Session Presented at the Math in Action annual conference in February, 2015, at Grand Valley State University in Allendale, Michigan. We presented a similar session in April, 2015 at a national conference (National Council of Supervisors of Mathematics) – we deliberately changed very little between the two sessions, so that we could talk to the teacher educators about what we had seen in the teachers’ interactions with manipulatives in the session

In this session we explored various web-based applets created to support conceptual understanding of fraction, multiplication, and division using spatial measurement models (length, area, volume). We also discussed how these applets can be used in professional development or classroom settings with students.  (Visit Session Site; Download Session Slides and Session Hand-Out)

Overview of session:

We hoped to stimulate discussion focused on the complex interactions of:

• Students’ understanding of mathematical ideas, such as: measurement models, number lines, and fraction operations
• Relationships between: quantities and numbers / actions and operations
• Benefits and limitations of instructional models: manipulatives / applets

Exploration of physical manipulatives:

We provided participants with several physical tools, including rubber bands, linking cubes, WikiStix, and graph paper. We asked them to use the tools to make sense of representing fraction multiplication with discrete quantities and with continuous quantities.

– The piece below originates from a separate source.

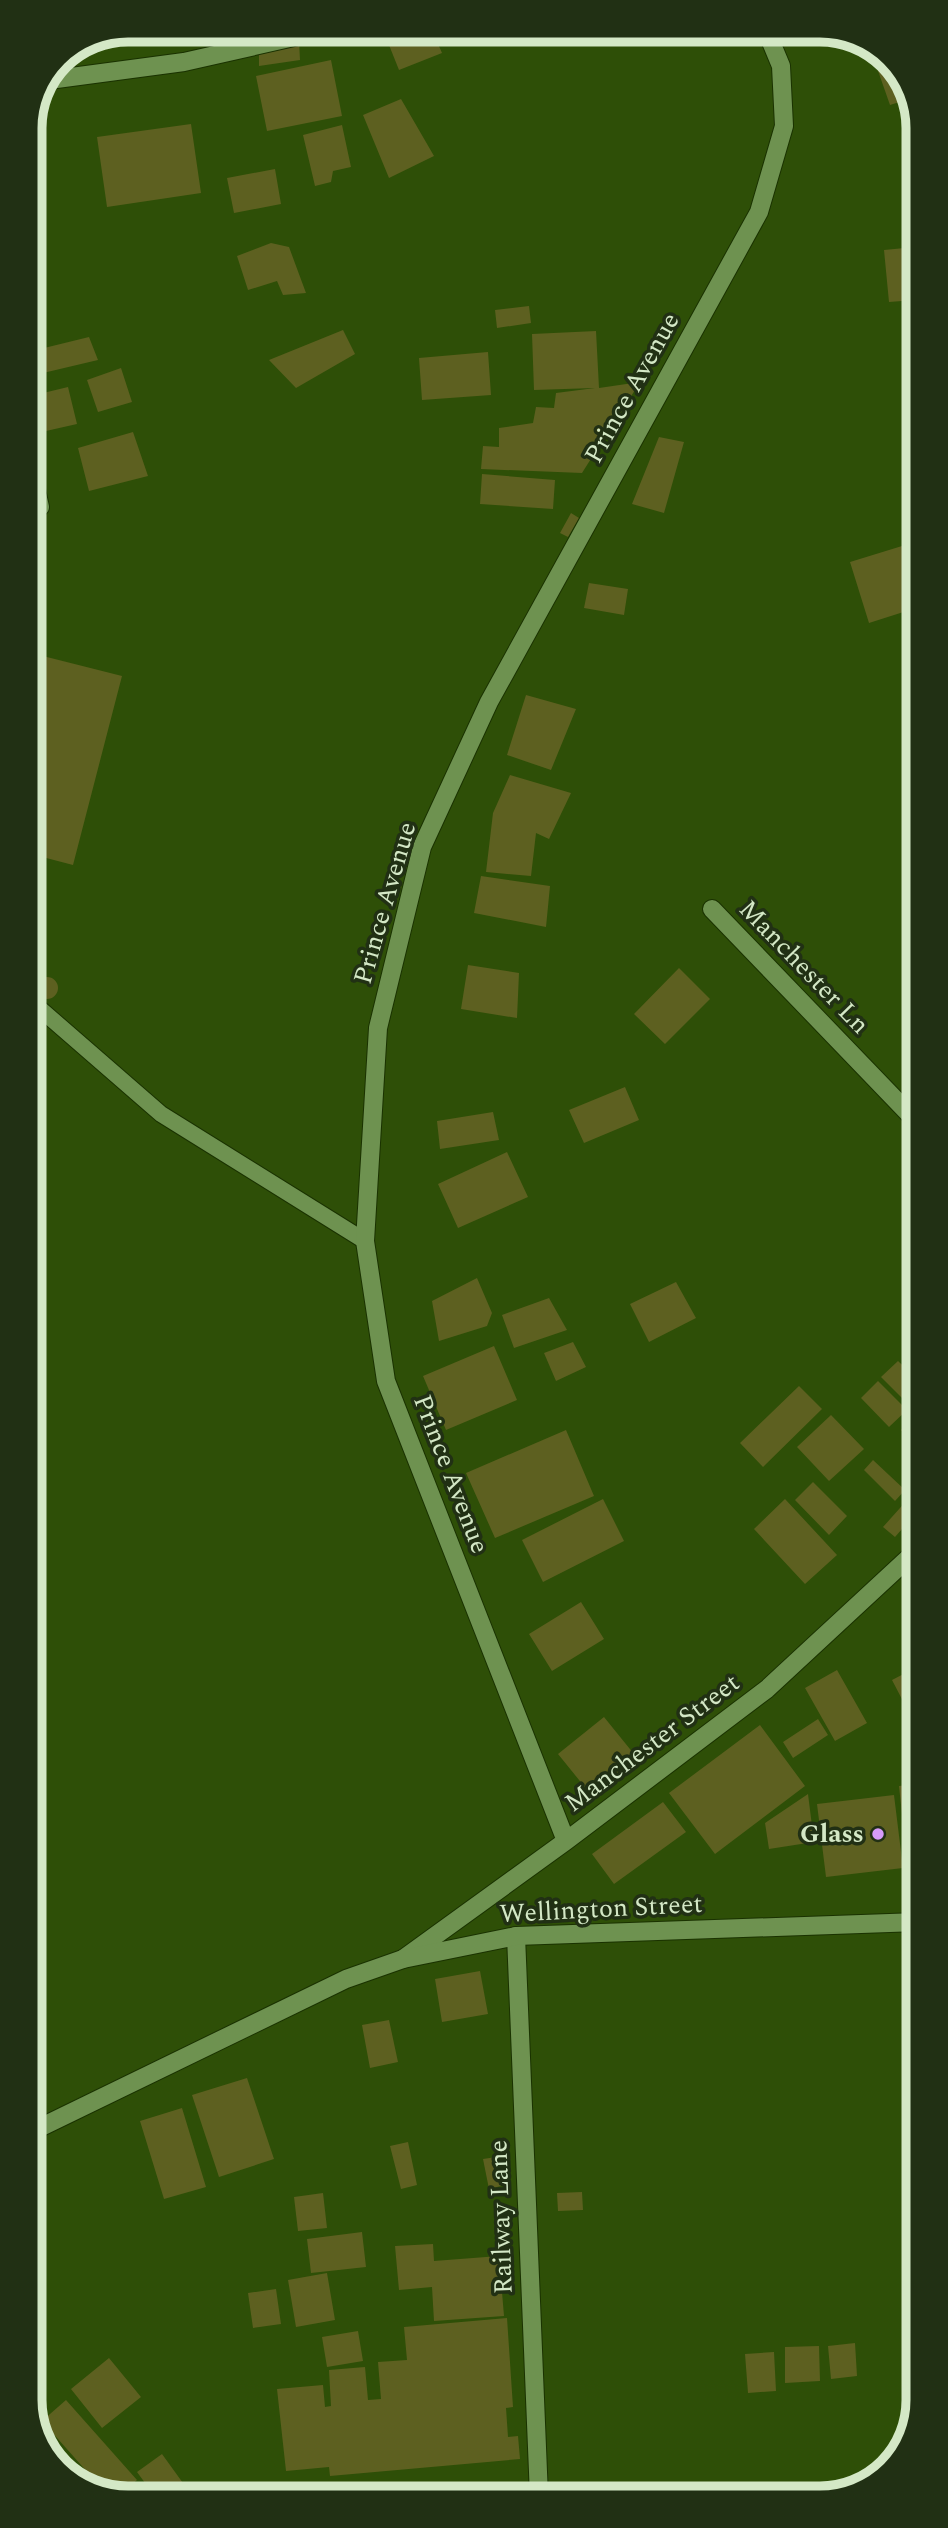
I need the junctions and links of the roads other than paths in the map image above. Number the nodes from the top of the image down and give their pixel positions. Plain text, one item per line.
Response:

Exploration of virtual manipulatives:

We asked the participants to interact with virtual manipulatives (http://tinyurl.com/STEM-MIA2015) that we had created in an attempt to explore discrete versus continuous quantities in multiplication and division of fractions.

We created the applets specifically to support thinking about measurement dynamically and continuously because research has shown students see measurement as static and discrete most often, and yet dynamic and continuous experiences can support students develop flexible understandings of multiplication and division that may support them in understanding later covariational relationships.

Final discussion:

We asked participants to talk about: How can focusing on these ideas support students’ and teachers’ thinking about measurement and fractions? When are virtual manipulatives appropriate? When are physical manipulatives appropriate?

Stehr, E.M. & Gilbertson, N. (2015, February). Fraction multiplication and division using virtual measurement models. Paper presented at the Math in Action Conference, Grand Valley State University, Allendale, MI.